Every record must be repeated exactly; omit any pictures they contain.

Exercise data START

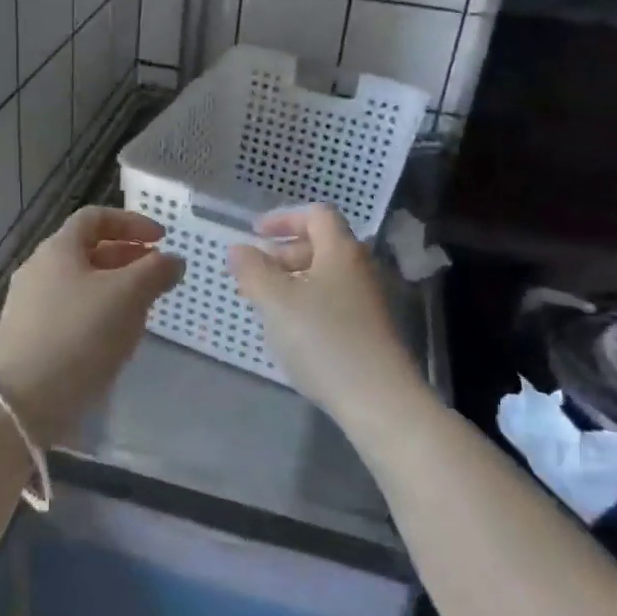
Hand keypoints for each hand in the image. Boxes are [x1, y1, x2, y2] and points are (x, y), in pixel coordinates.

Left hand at [0, 207, 183, 442]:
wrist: (22, 401)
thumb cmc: (79, 335)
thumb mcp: (127, 296)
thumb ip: (155, 271)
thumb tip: (173, 259)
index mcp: (58, 249)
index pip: (95, 218)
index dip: (131, 222)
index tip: (161, 240)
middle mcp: (39, 269)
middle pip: (89, 251)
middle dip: (128, 258)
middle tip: (158, 275)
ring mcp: (31, 305)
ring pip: (82, 284)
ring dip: (116, 288)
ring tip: (144, 308)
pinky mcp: (32, 337)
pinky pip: (72, 312)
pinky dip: (99, 314)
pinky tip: (116, 338)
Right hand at [228, 204, 423, 427]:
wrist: (379, 400)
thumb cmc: (323, 339)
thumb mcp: (276, 301)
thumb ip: (252, 270)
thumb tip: (238, 248)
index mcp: (341, 251)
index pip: (317, 215)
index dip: (284, 218)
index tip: (255, 234)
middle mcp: (359, 269)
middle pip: (321, 244)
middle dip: (283, 252)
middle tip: (254, 272)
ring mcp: (367, 301)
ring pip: (325, 276)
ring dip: (292, 280)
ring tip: (264, 303)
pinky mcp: (368, 331)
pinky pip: (332, 302)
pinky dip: (306, 303)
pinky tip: (289, 330)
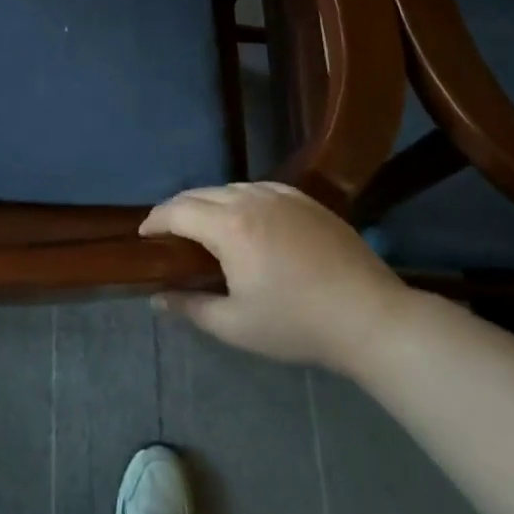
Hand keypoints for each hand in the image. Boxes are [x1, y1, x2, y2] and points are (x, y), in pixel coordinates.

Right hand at [142, 182, 412, 370]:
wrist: (370, 317)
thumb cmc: (297, 324)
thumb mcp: (235, 326)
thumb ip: (190, 308)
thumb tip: (156, 298)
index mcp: (229, 226)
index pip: (177, 210)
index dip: (155, 221)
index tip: (143, 236)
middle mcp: (251, 199)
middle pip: (201, 193)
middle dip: (178, 209)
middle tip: (168, 234)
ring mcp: (282, 196)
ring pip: (230, 187)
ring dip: (208, 202)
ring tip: (204, 227)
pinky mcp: (306, 201)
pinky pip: (259, 188)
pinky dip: (240, 198)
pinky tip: (246, 218)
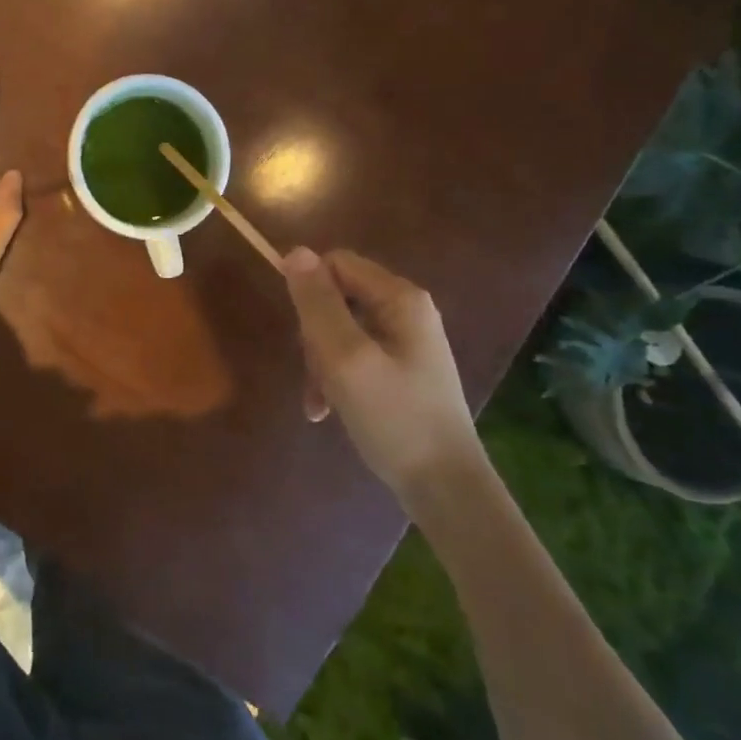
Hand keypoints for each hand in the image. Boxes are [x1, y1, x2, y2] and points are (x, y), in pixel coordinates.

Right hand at [283, 247, 479, 493]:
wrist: (445, 488)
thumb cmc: (395, 418)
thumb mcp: (346, 358)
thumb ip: (318, 304)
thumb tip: (295, 251)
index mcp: (400, 298)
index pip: (336, 263)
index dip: (308, 289)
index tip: (298, 331)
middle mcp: (406, 311)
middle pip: (337, 298)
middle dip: (314, 335)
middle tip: (315, 374)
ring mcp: (406, 342)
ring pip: (341, 331)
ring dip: (321, 363)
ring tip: (320, 403)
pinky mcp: (401, 370)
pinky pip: (354, 357)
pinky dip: (336, 379)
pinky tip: (327, 411)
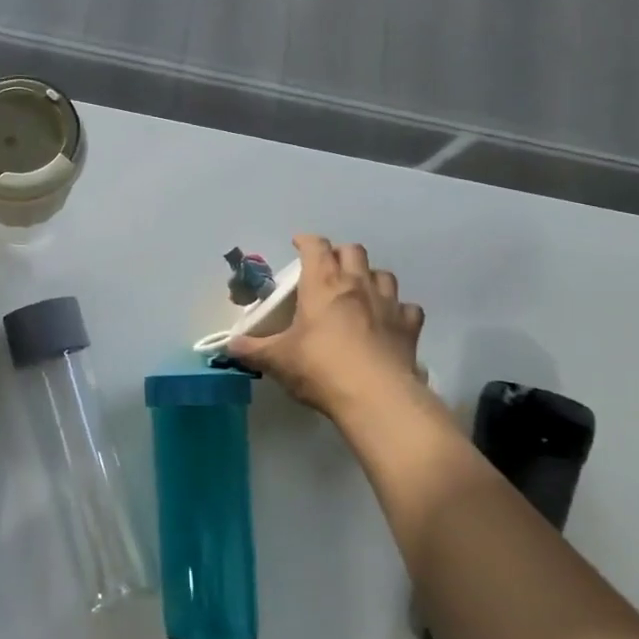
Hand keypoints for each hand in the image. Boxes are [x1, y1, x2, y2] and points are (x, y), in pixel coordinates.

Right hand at [227, 235, 425, 419]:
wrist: (376, 398)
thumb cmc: (320, 368)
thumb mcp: (277, 360)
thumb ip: (251, 349)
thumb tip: (229, 346)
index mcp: (323, 284)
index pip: (315, 247)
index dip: (306, 241)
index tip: (298, 244)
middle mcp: (357, 285)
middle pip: (353, 251)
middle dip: (339, 254)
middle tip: (327, 270)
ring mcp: (388, 304)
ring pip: (383, 274)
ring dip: (370, 278)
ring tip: (359, 293)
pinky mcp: (409, 327)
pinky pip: (407, 308)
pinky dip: (398, 311)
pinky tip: (389, 322)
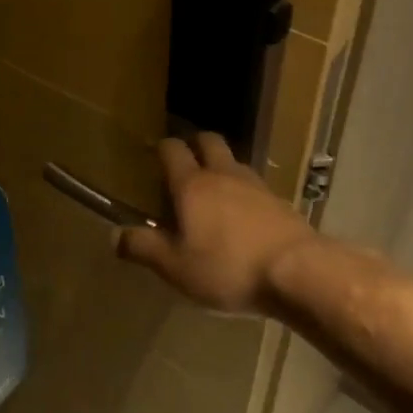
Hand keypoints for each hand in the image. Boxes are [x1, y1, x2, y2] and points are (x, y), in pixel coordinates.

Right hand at [115, 134, 318, 314]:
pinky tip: (243, 214)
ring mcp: (256, 185)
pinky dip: (244, 191)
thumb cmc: (228, 267)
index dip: (162, 148)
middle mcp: (223, 175)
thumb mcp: (176, 267)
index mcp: (192, 185)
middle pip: (209, 141)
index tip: (155, 154)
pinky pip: (255, 186)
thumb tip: (114, 235)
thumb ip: (144, 248)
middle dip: (195, 144)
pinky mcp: (280, 202)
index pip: (173, 151)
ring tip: (214, 189)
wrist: (298, 271)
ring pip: (234, 162)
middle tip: (186, 161)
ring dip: (221, 167)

Exercise data END

Answer to this task>
Hand keypoints for each hand in the image. Boxes are [x1, y1, x2, y2] and points are (x, y), in pixel coordinates.

Left hand at [0, 207, 183, 442]:
wrist: (22, 401)
thumb cmc: (79, 335)
thumb mcp: (127, 296)
thumb ip: (155, 271)
thumb tip: (173, 259)
index mcp: (58, 249)
index pip: (95, 218)
index dip: (131, 222)
index tip: (161, 240)
middle mcp: (39, 269)
middle pip: (89, 251)
middle dip: (128, 258)
middle tip: (158, 275)
ring mcp: (31, 305)
ring pip: (82, 284)
ring dip: (116, 288)
ring tip: (144, 308)
pinky mcp: (32, 337)
pinky pip: (72, 312)
pinky dip: (99, 314)
pinky tip: (116, 338)
Right hand at [228, 204, 423, 427]:
wrist: (379, 400)
thumb cmc: (323, 339)
thumb mcp: (276, 301)
thumb ip: (252, 270)
thumb tip: (238, 248)
index mcp: (341, 251)
index pip: (317, 215)
index dip: (284, 218)
index tip: (255, 234)
middle mcp: (359, 269)
middle pip: (321, 244)
middle dip: (283, 252)
middle tip: (254, 272)
ring mcp: (367, 301)
ring pip: (325, 276)
ring dip: (292, 280)
ring tip: (264, 303)
pinky mcp: (368, 331)
pinky pip: (332, 302)
pinky dip: (306, 303)
pinky tip: (289, 330)
Hand keypoints for each hand in the image. Boxes are [x1, y1, x2, y2] and points are (x, y), in pixel coordinates.

Right hand at [142, 182, 412, 370]:
wrist: (370, 317)
thumb cmc: (297, 324)
thumb mcp: (235, 326)
thumb ip: (190, 308)
thumb tip: (156, 298)
index mcp: (229, 226)
index pip: (177, 210)
index dip: (155, 221)
index tip: (143, 236)
middle mcp: (251, 199)
middle pip: (201, 193)
middle dip: (178, 209)
middle tip: (168, 234)
ring mcp: (282, 196)
ring pip: (230, 187)
ring dip: (208, 202)
ring tip: (204, 227)
pinky mcp: (306, 201)
pinky pip: (259, 188)
pinky dip: (240, 198)
pinky tip: (246, 218)
Hand keypoints for each hand in the image. Boxes are [x1, y1, x2, y2] and points are (x, y), in pixel coordinates.

Right hand at [283, 247, 479, 493]:
wrist: (445, 488)
thumb cmc: (395, 418)
thumb mcp: (346, 358)
thumb ip: (318, 304)
thumb tip: (295, 251)
index mcp: (400, 298)
index pip: (336, 263)
index dip: (308, 289)
index tip: (298, 331)
middle mcp: (406, 311)
middle pip: (337, 298)
middle dip: (314, 335)
middle tip: (315, 374)
ring mcp: (406, 342)
ring pip: (341, 331)
ring dip: (321, 363)
ring tip: (320, 403)
pinky mcp: (401, 370)
pinky pip: (354, 357)
pinky dip: (336, 379)
pinky tip: (327, 411)
Hand keypoints for each hand in the image. Boxes are [x1, y1, x2, y2] and points are (x, y), in pixel coordinates.

Right hand at [227, 235, 425, 419]:
wrist: (376, 398)
thumb cmc: (320, 368)
thumb mcp: (277, 360)
thumb ip: (251, 349)
thumb tip: (229, 346)
index mcp: (323, 284)
index pip: (315, 247)
index dip: (306, 241)
index tip: (298, 244)
middle mcp: (357, 285)
middle pip: (353, 251)
middle dip: (339, 254)
middle tip: (327, 270)
ring mcp: (388, 304)
ring pip: (383, 274)
ring dip: (370, 278)
ring tip: (359, 293)
pinky mcp: (409, 327)
pinky pip: (407, 308)
pinky dip: (398, 311)
pinky tip: (389, 322)
Hand keypoints for each hand in the image. Boxes are [x1, y1, x2, y2] and points are (x, y), in pixel coordinates.

Right hand at [115, 134, 318, 314]:
pinky tip: (243, 214)
ring mcp: (256, 185)
pinky dip: (244, 191)
thumb cmc: (228, 267)
index dip: (162, 148)
middle mcp: (223, 175)
thumb mcp: (176, 267)
index mcp: (192, 185)
middle pip: (209, 141)
index tip: (155, 154)
pinky pip: (255, 186)
thumb tip: (114, 235)
thumb ip: (144, 248)
middle dip: (195, 144)
pinky mcp: (280, 202)
index pip: (173, 151)
ring tip: (214, 189)
wrist: (298, 271)
ring pip: (234, 162)
middle tip: (186, 161)
ring dip: (221, 167)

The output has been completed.